Bestimmte Bewerbungsfragen stellen Personaler den Jobsuchenden immer wieder. © Monkey Business 2/imago-images

Bewerbungsfragen clever zu beantworten, ist nicht immer ganz einfach. Wir stellen drei typische Beispiele vor und zeigen, worauf es Personalern bei der Antwort ankommt.

Endlich flattert die Einladung zum Vorstellungsgespräch ins Haus. Jetzt sollten sich Bewerber gut vorbereiten, um im Jobinterview bei kniffligen Bewerbungsfragen nicht ins Schleudern zu geraten. Wir zeigen, welche Fragen im Vorstellungsgespräch immer wieder auftauchen – und wie Sie idealerweise darauf antworten.

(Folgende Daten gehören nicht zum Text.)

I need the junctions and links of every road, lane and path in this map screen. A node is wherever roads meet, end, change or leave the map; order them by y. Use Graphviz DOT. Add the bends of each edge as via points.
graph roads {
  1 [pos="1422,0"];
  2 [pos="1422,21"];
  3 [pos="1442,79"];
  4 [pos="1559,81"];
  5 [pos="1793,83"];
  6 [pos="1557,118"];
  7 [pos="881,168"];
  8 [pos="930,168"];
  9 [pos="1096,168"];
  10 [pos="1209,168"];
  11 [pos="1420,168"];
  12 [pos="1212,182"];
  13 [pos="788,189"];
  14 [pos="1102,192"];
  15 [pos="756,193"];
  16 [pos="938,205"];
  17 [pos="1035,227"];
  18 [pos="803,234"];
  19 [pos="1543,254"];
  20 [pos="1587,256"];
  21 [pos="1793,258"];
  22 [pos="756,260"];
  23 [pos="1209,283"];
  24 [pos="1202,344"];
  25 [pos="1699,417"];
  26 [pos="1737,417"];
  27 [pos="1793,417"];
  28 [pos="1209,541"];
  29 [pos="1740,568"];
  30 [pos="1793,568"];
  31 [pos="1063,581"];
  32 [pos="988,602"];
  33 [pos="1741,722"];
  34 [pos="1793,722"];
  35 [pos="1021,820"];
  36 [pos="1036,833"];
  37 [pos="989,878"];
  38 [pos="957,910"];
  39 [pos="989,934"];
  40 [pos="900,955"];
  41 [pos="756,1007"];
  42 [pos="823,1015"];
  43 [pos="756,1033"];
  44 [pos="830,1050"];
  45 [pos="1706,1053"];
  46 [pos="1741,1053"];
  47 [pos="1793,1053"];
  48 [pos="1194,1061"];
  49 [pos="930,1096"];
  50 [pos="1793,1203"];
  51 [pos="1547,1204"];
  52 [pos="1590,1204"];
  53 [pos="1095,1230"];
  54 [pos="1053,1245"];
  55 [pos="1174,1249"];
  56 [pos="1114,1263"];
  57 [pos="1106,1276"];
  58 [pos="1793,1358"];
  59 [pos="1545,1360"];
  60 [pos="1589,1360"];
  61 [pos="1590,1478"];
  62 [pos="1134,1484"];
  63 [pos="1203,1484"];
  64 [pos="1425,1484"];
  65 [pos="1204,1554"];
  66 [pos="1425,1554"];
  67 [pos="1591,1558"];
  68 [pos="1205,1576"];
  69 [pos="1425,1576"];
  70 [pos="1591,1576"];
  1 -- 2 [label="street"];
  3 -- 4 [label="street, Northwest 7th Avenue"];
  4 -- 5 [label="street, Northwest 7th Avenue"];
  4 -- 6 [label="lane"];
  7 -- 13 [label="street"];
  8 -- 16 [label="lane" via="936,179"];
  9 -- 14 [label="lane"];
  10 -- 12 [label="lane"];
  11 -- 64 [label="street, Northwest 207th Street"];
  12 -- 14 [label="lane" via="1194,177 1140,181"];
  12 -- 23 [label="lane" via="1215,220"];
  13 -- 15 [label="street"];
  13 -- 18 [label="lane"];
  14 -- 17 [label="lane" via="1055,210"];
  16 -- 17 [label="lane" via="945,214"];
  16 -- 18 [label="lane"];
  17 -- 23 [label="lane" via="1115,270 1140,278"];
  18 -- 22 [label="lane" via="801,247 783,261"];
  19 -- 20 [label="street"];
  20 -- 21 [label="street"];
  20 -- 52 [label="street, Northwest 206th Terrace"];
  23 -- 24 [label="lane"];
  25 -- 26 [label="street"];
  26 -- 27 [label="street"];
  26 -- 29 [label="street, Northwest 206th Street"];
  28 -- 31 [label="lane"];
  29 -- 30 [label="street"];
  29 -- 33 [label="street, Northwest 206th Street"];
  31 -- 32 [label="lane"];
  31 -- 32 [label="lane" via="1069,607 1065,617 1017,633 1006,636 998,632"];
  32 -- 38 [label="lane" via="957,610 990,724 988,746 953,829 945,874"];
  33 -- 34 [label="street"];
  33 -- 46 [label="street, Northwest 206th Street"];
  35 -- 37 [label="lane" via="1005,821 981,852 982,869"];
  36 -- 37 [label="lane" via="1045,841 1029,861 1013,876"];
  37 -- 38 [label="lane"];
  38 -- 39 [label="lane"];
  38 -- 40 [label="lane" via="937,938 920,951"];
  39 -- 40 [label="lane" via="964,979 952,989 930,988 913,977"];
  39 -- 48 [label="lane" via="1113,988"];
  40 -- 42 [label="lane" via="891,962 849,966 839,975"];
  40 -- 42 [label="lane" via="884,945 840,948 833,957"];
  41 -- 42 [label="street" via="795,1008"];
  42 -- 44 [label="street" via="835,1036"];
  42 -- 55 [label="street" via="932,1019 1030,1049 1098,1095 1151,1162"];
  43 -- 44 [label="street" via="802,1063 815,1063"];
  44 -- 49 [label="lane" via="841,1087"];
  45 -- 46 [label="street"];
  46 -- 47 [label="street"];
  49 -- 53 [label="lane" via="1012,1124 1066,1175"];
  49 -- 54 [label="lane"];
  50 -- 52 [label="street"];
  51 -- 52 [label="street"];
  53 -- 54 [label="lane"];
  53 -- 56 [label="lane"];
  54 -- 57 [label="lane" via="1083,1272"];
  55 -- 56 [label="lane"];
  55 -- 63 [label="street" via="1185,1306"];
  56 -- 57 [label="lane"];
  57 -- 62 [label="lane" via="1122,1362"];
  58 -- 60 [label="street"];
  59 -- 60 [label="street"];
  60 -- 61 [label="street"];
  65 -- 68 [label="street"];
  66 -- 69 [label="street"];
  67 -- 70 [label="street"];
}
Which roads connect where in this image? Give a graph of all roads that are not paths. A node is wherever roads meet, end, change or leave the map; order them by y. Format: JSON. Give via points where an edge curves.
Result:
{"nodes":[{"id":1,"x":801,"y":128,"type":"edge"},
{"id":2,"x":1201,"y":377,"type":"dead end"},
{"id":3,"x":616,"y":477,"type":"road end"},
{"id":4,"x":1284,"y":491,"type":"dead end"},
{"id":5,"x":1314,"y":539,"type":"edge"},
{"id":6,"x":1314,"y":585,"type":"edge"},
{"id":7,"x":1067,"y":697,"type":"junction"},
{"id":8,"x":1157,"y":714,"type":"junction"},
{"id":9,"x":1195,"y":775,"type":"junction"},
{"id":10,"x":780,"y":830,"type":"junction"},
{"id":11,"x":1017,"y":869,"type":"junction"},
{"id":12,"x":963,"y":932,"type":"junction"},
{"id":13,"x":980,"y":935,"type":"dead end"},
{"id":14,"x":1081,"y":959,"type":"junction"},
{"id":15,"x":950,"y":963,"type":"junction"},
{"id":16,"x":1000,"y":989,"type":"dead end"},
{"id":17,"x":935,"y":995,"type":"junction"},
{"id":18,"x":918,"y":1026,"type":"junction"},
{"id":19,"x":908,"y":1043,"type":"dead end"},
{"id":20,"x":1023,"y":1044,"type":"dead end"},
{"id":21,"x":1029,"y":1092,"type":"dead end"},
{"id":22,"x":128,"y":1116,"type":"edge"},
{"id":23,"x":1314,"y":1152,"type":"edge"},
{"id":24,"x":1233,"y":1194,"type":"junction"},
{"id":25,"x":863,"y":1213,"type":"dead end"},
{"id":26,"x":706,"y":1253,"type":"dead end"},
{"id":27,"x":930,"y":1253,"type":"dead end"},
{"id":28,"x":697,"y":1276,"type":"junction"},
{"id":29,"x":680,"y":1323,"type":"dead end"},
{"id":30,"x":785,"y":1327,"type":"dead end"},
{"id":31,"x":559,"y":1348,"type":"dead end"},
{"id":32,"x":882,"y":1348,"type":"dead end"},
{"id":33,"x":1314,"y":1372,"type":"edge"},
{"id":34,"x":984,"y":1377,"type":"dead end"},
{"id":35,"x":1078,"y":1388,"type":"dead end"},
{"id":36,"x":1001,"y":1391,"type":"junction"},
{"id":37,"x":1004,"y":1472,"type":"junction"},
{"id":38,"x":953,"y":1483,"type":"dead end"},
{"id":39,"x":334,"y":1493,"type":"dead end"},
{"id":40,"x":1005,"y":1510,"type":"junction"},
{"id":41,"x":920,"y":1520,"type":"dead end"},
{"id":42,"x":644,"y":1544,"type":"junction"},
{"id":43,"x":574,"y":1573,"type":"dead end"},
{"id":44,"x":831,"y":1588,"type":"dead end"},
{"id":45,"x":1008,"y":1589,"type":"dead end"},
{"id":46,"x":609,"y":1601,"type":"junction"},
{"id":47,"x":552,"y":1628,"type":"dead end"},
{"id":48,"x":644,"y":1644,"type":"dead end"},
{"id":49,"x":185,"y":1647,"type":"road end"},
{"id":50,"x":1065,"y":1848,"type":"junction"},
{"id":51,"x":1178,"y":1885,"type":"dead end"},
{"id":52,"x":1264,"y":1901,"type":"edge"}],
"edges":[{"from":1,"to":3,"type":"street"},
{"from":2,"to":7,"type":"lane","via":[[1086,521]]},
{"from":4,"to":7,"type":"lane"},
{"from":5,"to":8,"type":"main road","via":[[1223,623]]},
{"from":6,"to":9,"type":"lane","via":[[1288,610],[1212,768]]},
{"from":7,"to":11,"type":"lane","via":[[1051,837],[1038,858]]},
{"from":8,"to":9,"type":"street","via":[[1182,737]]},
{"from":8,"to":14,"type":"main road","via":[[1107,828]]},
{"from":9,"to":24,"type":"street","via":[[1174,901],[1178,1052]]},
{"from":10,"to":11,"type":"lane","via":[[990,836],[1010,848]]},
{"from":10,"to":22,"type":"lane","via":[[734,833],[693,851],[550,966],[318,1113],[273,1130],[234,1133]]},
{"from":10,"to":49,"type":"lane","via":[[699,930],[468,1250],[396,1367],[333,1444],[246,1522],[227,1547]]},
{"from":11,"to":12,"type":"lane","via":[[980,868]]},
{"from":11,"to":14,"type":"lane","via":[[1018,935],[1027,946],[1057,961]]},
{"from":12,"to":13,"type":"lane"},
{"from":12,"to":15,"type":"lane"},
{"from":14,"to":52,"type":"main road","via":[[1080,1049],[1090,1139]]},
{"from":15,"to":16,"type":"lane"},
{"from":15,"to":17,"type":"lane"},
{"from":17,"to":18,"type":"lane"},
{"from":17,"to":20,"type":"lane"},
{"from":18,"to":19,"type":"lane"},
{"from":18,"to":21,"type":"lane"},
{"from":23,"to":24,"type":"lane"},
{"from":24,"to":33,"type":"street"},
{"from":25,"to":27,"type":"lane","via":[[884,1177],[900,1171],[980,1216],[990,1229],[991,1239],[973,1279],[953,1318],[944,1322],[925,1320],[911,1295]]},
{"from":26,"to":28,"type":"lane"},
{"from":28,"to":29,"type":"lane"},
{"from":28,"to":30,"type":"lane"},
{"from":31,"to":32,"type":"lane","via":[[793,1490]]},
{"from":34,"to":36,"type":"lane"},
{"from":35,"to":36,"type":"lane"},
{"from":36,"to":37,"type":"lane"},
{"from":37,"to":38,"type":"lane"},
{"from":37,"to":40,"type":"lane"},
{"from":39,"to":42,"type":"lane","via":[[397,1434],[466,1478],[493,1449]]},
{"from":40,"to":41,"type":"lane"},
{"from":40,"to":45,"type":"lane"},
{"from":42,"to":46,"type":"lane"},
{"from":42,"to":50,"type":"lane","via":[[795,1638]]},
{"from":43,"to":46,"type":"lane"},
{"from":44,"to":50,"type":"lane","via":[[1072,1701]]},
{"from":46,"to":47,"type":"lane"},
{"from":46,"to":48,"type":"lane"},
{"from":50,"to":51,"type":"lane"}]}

Frage 1: „Warum möchten Sie bei uns arbeiten?“

Diese Bewerbungsfrage stellen Personaler, um zu prüfen, wie es um die Motivation des Bewerbers für die Position und das Unternehmen steht: Ist die Stelle wirklich der Traumjob, in welcher der Bewerber all seine Fähigkeiten optimal einsetzen kann? Oder ist der Job vielleicht nur ein Notnagel, um schnell aus der Arbeitslosigkeit zu entkommen? Beantworten Sie die Frage also nach diesen Gesichtspunkten: Was gefällt Ihnen an der Jobbeschreibung und am Unternehmen am besten? Warum sind Sie dafür so gut geeignet?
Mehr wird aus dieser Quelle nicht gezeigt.